_What is being asked_
The entries below should be set down again exactly, with every picture left out.

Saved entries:
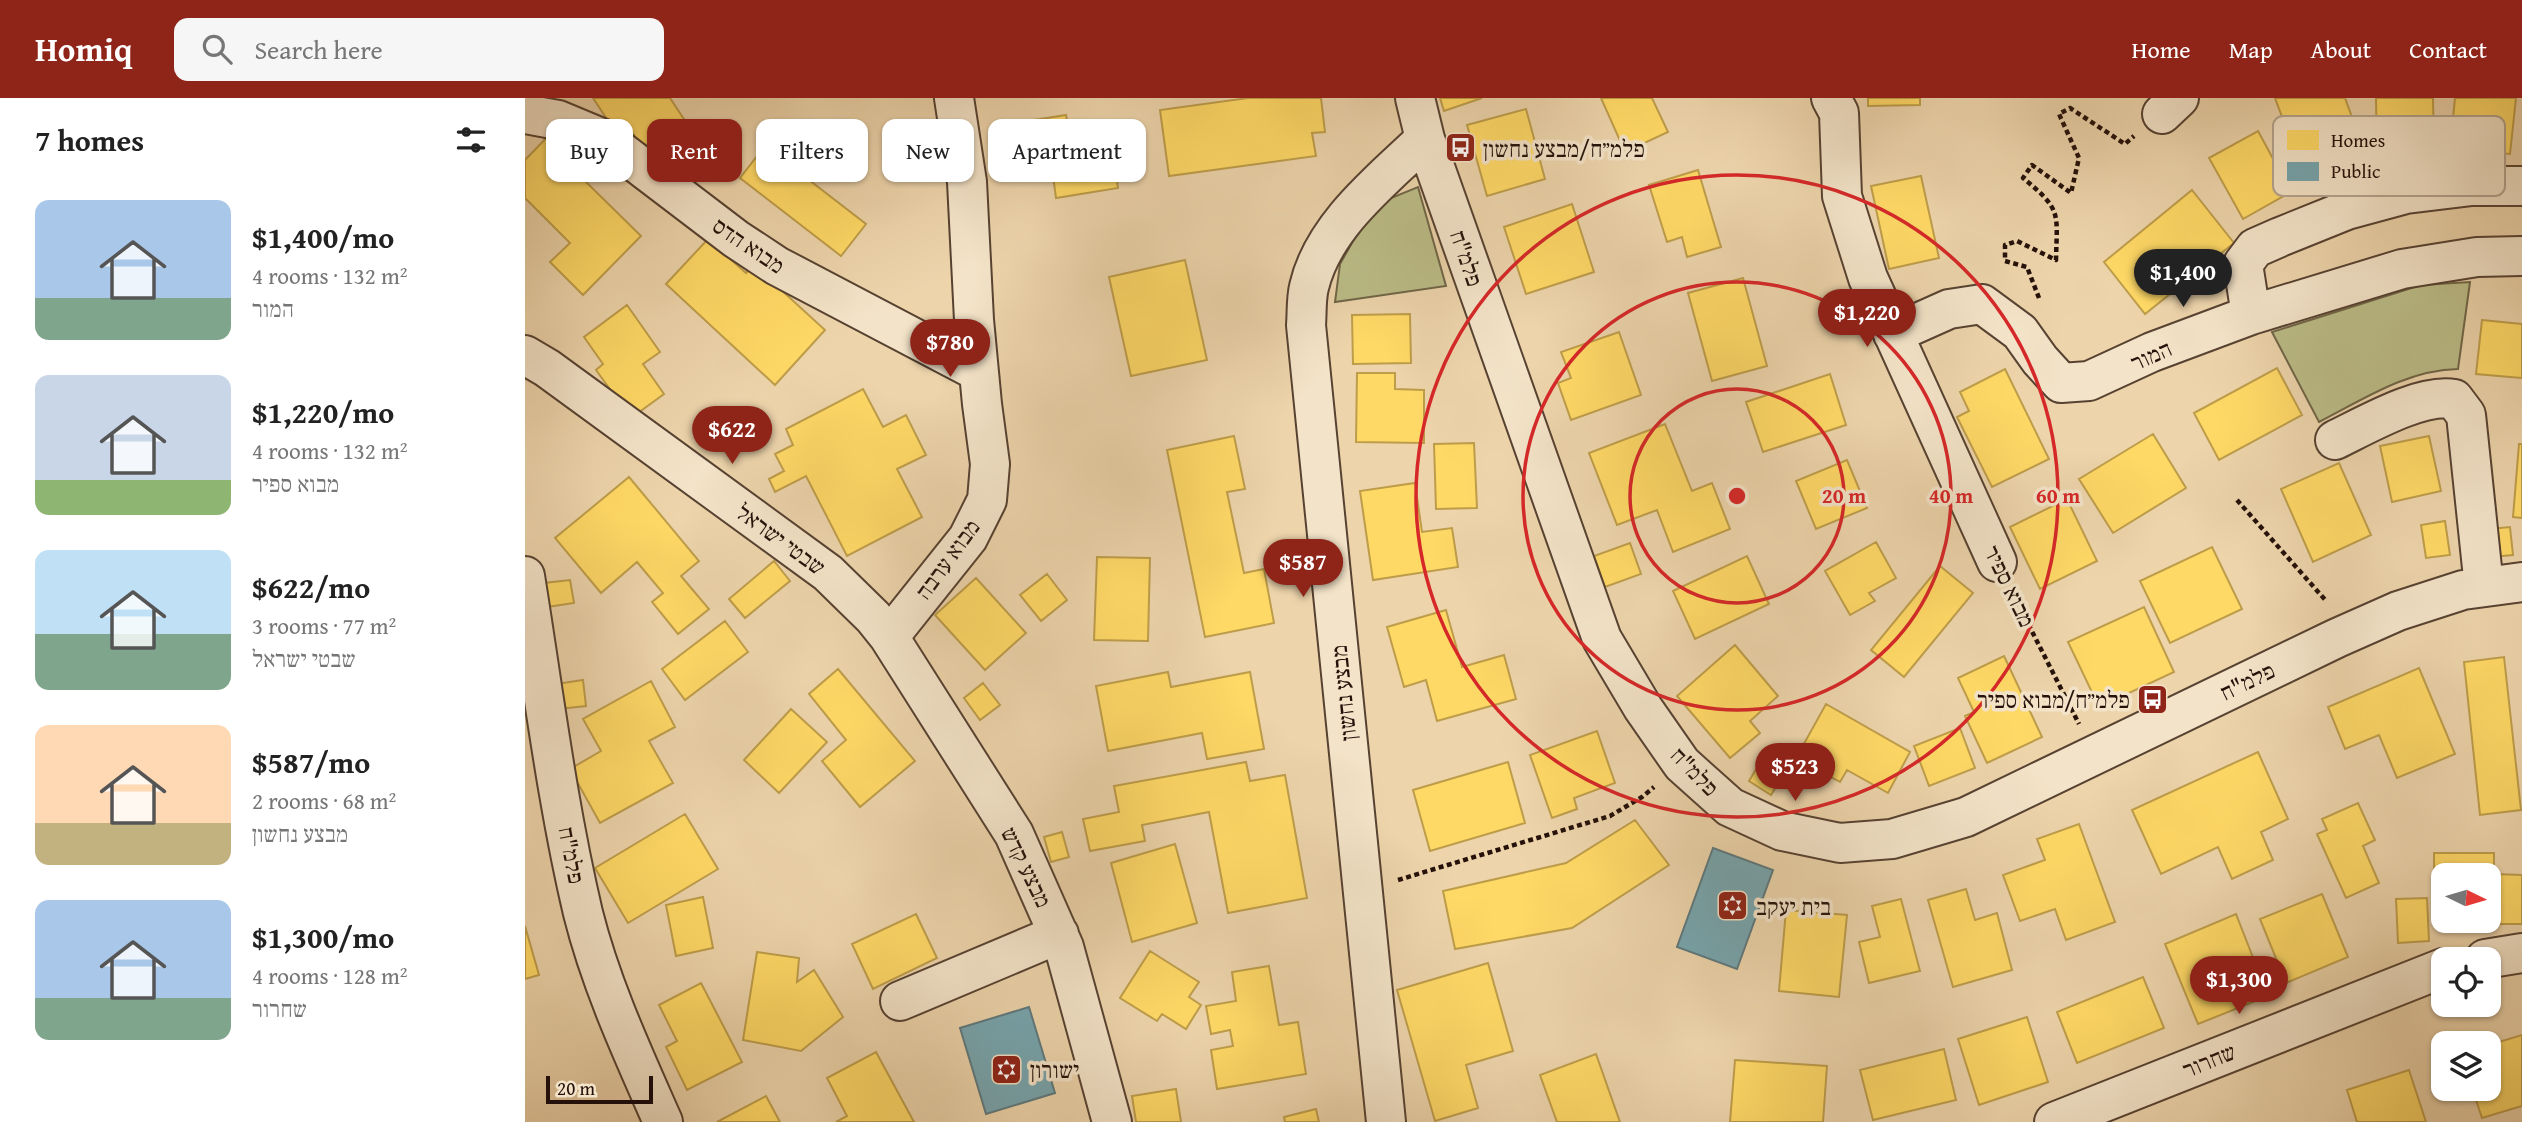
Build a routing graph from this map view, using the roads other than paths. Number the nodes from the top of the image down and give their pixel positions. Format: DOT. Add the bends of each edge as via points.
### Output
graph roads {
  1 [pos="1415,98"];
  2 [pos="1831,98"];
  3 [pos="956,100"];
  4 [pos="525,114"];
  5 [pos="1425,139"];
  6 [pos="2399,196"];
  7 [pos="2522,256"];
  8 [pos="2251,315"];
  9 [pos="1893,334"];
  10 [pos="525,355"];
  11 [pos="979,372"];
  12 [pos="2335,440"];
  13 [pos="1997,562"];
  14 [pos="525,576"];
  15 [pos="2522,582"];
  16 [pos="2484,587"];
  17 [pos="889,637"];
  18 [pos="1059,934"];
  19 [pos="2522,953"];
  20 [pos="2501,956"];
  21 [pos="2431,973"];
  22 [pos="900,1001"];
  23 [pos="663,1122"];
  24 [pos="1112,1122"];
  25 [pos="1386,1122"];
  26 [pos="2054,1122"];
  1 -- 5 [label="street, פלמ\"ח"];
  2 -- 9 [label="street, מבוא ספיר" via="1839,113 1842,196 1868,278"];
  3 -- 11 [label="street, מבוא ערבה" via="967,182"];
  4 -- 11 [label="street, מבוא הדס" via="558,120 606,140 777,266"];
  5 -- 16 [label="street, פלמ\"ח" via="1602,639 1682,764 1730,807 1782,831 1840,843 1892,839 1966,817 2398,611"];
  5 -- 25 [label="street, מבצע נחשון" via="1348,213 1326,246 1309,286 1306,325"];
  6 -- 8 [label="street" via="2347,210 2255,248 2243,264"];
  7 -- 8 [label="street, המור" via="2402,268"];
  8 -- 9 [label="street, המור" via="2089,381 2061,383 2020,332 1982,304 1949,309"];
  9 -- 13 [label="street, מבוא ספיר"];
  10 -- 17 [label="street, שבטי ישראל" via="828,573"];
  11 -- 17 [label="street, מבוא ערבה" via="990,464 987,500 968,538"];
  12 -- 16 [label="street" via="2391,413 2441,396 2454,399 2466,415"];
  14 -- 23 [label="street, פלמ\"ח" via="584,914 615,1010"];
  15 -- 16 [label="street, פלמ\"ח"];
  17 -- 18 [label="street, מבצע קדש" via="1014,834"];
  18 -- 22 [label="street"];
  18 -- 24 [label="street, מבצע קדש"];
  19 -- 20 [label="street"];
  21 -- 26 [label="street, שחרור"];
}
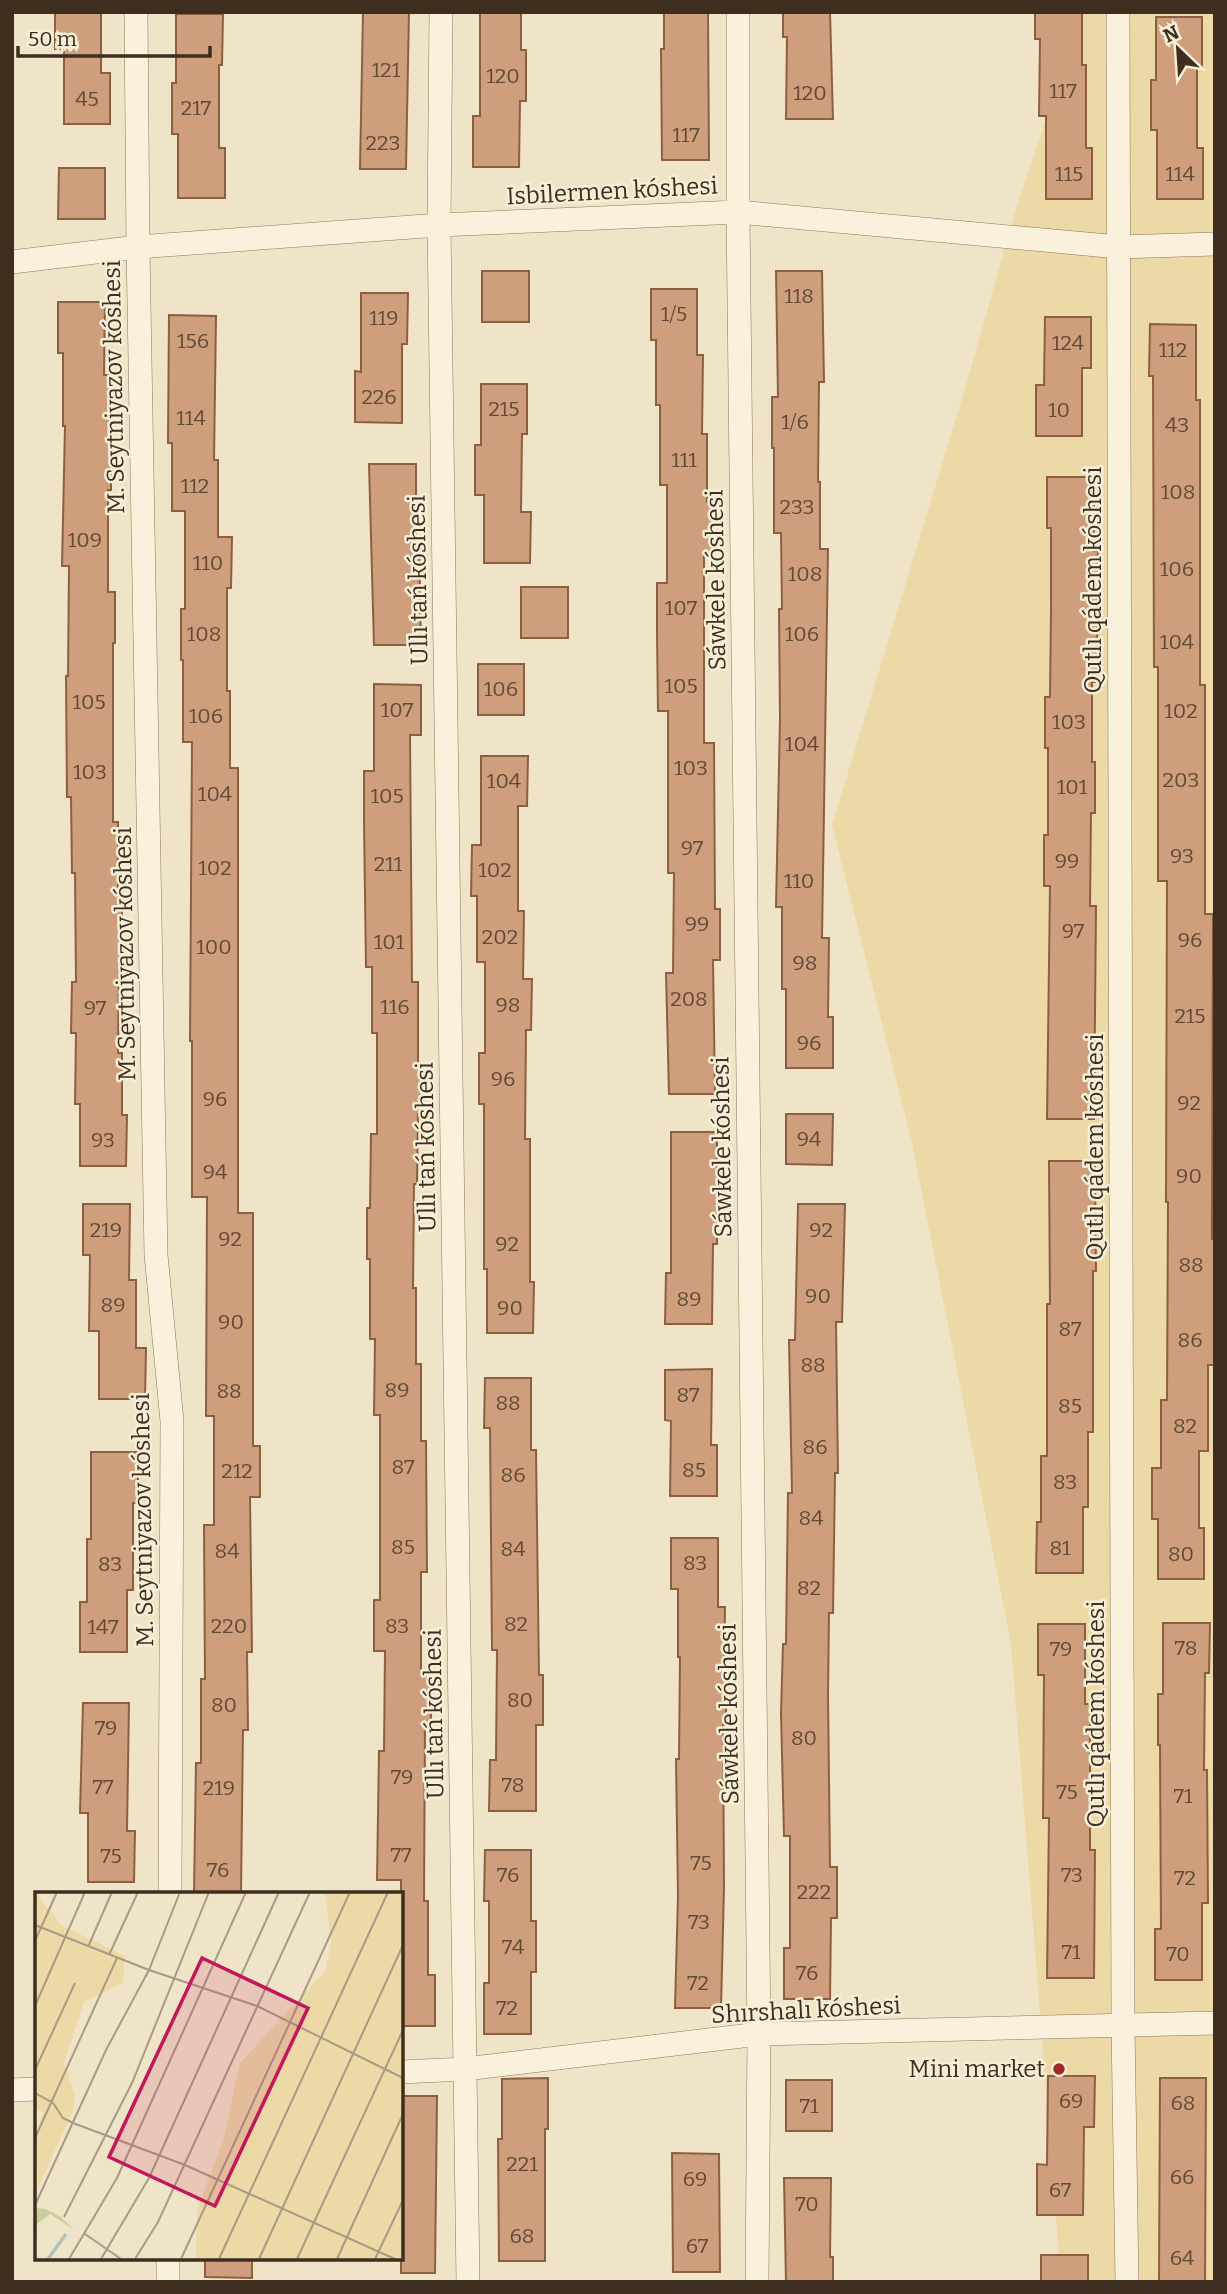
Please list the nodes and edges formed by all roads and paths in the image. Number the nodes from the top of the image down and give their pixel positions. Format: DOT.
graph roads {
  1 [pos="136,12"];
  2 [pos="442,12"];
  3 [pos="738,12"];
  4 [pos="1118,12"];
  5 [pos="737,212"];
  6 [pos="439,225"];
  7 [pos="1215,244"];
  8 [pos="138,247"];
  9 [pos="1119,247"];
  10 [pos="12,262"];
  11 [pos="170,1892"];
  12 [pos="1215,2024"];
  13 [pos="1123,2026"];
  14 [pos="759,2034"];
  15 [pos="465,2069"];
  16 [pos="402,2072"];
  17 [pos="35,2089"];
  18 [pos="12,2090"];
  19 [pos="168,2259"];
  20 [pos="167,2282"];
  21 [pos="468,2282"];
  22 [pos="757,2282"];
  23 [pos="1127,2282"];
  1 -- 8 [label="street, M. Seytniyazov kóshesi"];
  2 -- 6 [label="street, Ullı tań kóshesi"];
  3 -- 5 [label="street, Sáwkele kóshesi"];
  4 -- 9 [label="street, Qutlı qádem kóshesi"];
  5 -- 6 [label="street, Isbilermen kóshesi"];
  5 -- 9 [label="street, Isbilermen kóshesi"];
  5 -- 14 [label="street, Sáwkele kóshesi"];
  6 -- 8 [label="street, Isbilermen kóshesi"];
  6 -- 15 [label="street, Ullı tań kóshesi"];
  7 -- 9 [label="street, Isbilermen kóshesi"];
  8 -- 10 [label="street, Isbilermen kóshesi"];
  8 -- 11 [label="street, M. Seytniyazov kóshesi"];
  9 -- 13 [label="street, Qutlı qádem kóshesi"];
  12 -- 13 [label="street, Shırshalı kóshesi"];
  13 -- 14 [label="street, Shırshalı kóshesi"];
  13 -- 23 [label="street, Qutlı qádem kóshesi"];
  14 -- 15 [label="street, Shırshalı kóshesi"];
  14 -- 22 [label="street, Sáwkele kóshesi"];
  15 -- 16 [label="street, Shırshalı kóshesi"];
  15 -- 21 [label="street, Ullı tań kóshesi"];
  17 -- 18 [label="street"];
  19 -- 20 [label="street"];
}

_Output of the exercise_
Build a routing graph from this map view, using the roads other than paths. Number the nodes from the top of the image down and give their pixel positions. Format: DOT. Add the bends of each edge as via points.
### Output
graph roads {
  1 [pos="1415,98"];
  2 [pos="1831,98"];
  3 [pos="956,100"];
  4 [pos="525,114"];
  5 [pos="1425,139"];
  6 [pos="2399,196"];
  7 [pos="2522,256"];
  8 [pos="2251,315"];
  9 [pos="1893,334"];
  10 [pos="525,355"];
  11 [pos="979,372"];
  12 [pos="2335,440"];
  13 [pos="1997,562"];
  14 [pos="525,576"];
  15 [pos="2522,582"];
  16 [pos="2484,587"];
  17 [pos="889,637"];
  18 [pos="1059,934"];
  19 [pos="2522,953"];
  20 [pos="2501,956"];
  21 [pos="2431,973"];
  22 [pos="900,1001"];
  23 [pos="663,1122"];
  24 [pos="1112,1122"];
  25 [pos="1386,1122"];
  26 [pos="2054,1122"];
  1 -- 5 [label="street, פלמ\"ח"];
  2 -- 9 [label="street, מבוא ספיר" via="1839,113 1842,196 1868,278"];
  3 -- 11 [label="street, מבוא ערבה" via="967,182"];
  4 -- 11 [label="street, מבוא הדס" via="558,120 606,140 777,266"];
  5 -- 16 [label="street, פלמ\"ח" via="1602,639 1682,764 1730,807 1782,831 1840,843 1892,839 1966,817 2398,611"];
  5 -- 25 [label="street, מבצע נחשון" via="1348,213 1326,246 1309,286 1306,325"];
  6 -- 8 [label="street" via="2347,210 2255,248 2243,264"];
  7 -- 8 [label="street, המור" via="2402,268"];
  8 -- 9 [label="street, המור" via="2089,381 2061,383 2020,332 1982,304 1949,309"];
  9 -- 13 [label="street, מבוא ספיר"];
  10 -- 17 [label="street, שבטי ישראל" via="828,573"];
  11 -- 17 [label="street, מבוא ערבה" via="990,464 987,500 968,538"];
  12 -- 16 [label="street" via="2391,413 2441,396 2454,399 2466,415"];
  14 -- 23 [label="street, פלמ\"ח" via="584,914 615,1010"];
  15 -- 16 [label="street, פלמ\"ח"];
  17 -- 18 [label="street, מבצע קדש" via="1014,834"];
  18 -- 22 [label="street"];
  18 -- 24 [label="street, מבצע קדש"];
  19 -- 20 [label="street"];
  21 -- 26 [label="street, שחרור"];
}
Please list the nodes and edges formed by all roads and paths in the image. Number the nodes from the top of the image down and give their pixel positions. Format: DOT.
graph roads {
  1 [pos="136,12"];
  2 [pos="442,12"];
  3 [pos="738,12"];
  4 [pos="1118,12"];
  5 [pos="737,212"];
  6 [pos="439,225"];
  7 [pos="1215,244"];
  8 [pos="138,247"];
  9 [pos="1119,247"];
  10 [pos="12,262"];
  11 [pos="170,1892"];
  12 [pos="1215,2024"];
  13 [pos="1123,2026"];
  14 [pos="759,2034"];
  15 [pos="465,2069"];
  16 [pos="402,2072"];
  17 [pos="35,2089"];
  18 [pos="12,2090"];
  19 [pos="168,2259"];
  20 [pos="167,2282"];
  21 [pos="468,2282"];
  22 [pos="757,2282"];
  23 [pos="1127,2282"];
  1 -- 8 [label="street, M. Seytniyazov kóshesi"];
  2 -- 6 [label="street, Ullı tań kóshesi"];
  3 -- 5 [label="street, Sáwkele kóshesi"];
  4 -- 9 [label="street, Qutlı qádem kóshesi"];
  5 -- 6 [label="street, Isbilermen kóshesi"];
  5 -- 9 [label="street, Isbilermen kóshesi"];
  5 -- 14 [label="street, Sáwkele kóshesi"];
  6 -- 8 [label="street, Isbilermen kóshesi"];
  6 -- 15 [label="street, Ullı tań kóshesi"];
  7 -- 9 [label="street, Isbilermen kóshesi"];
  8 -- 10 [label="street, Isbilermen kóshesi"];
  8 -- 11 [label="street, M. Seytniyazov kóshesi"];
  9 -- 13 [label="street, Qutlı qádem kóshesi"];
  12 -- 13 [label="street, Shırshalı kóshesi"];
  13 -- 14 [label="street, Shırshalı kóshesi"];
  13 -- 23 [label="street, Qutlı qádem kóshesi"];
  14 -- 15 [label="street, Shırshalı kóshesi"];
  14 -- 22 [label="street, Sáwkele kóshesi"];
  15 -- 16 [label="street, Shırshalı kóshesi"];
  15 -- 21 [label="street, Ullı tań kóshesi"];
  17 -- 18 [label="street"];
  19 -- 20 [label="street"];
}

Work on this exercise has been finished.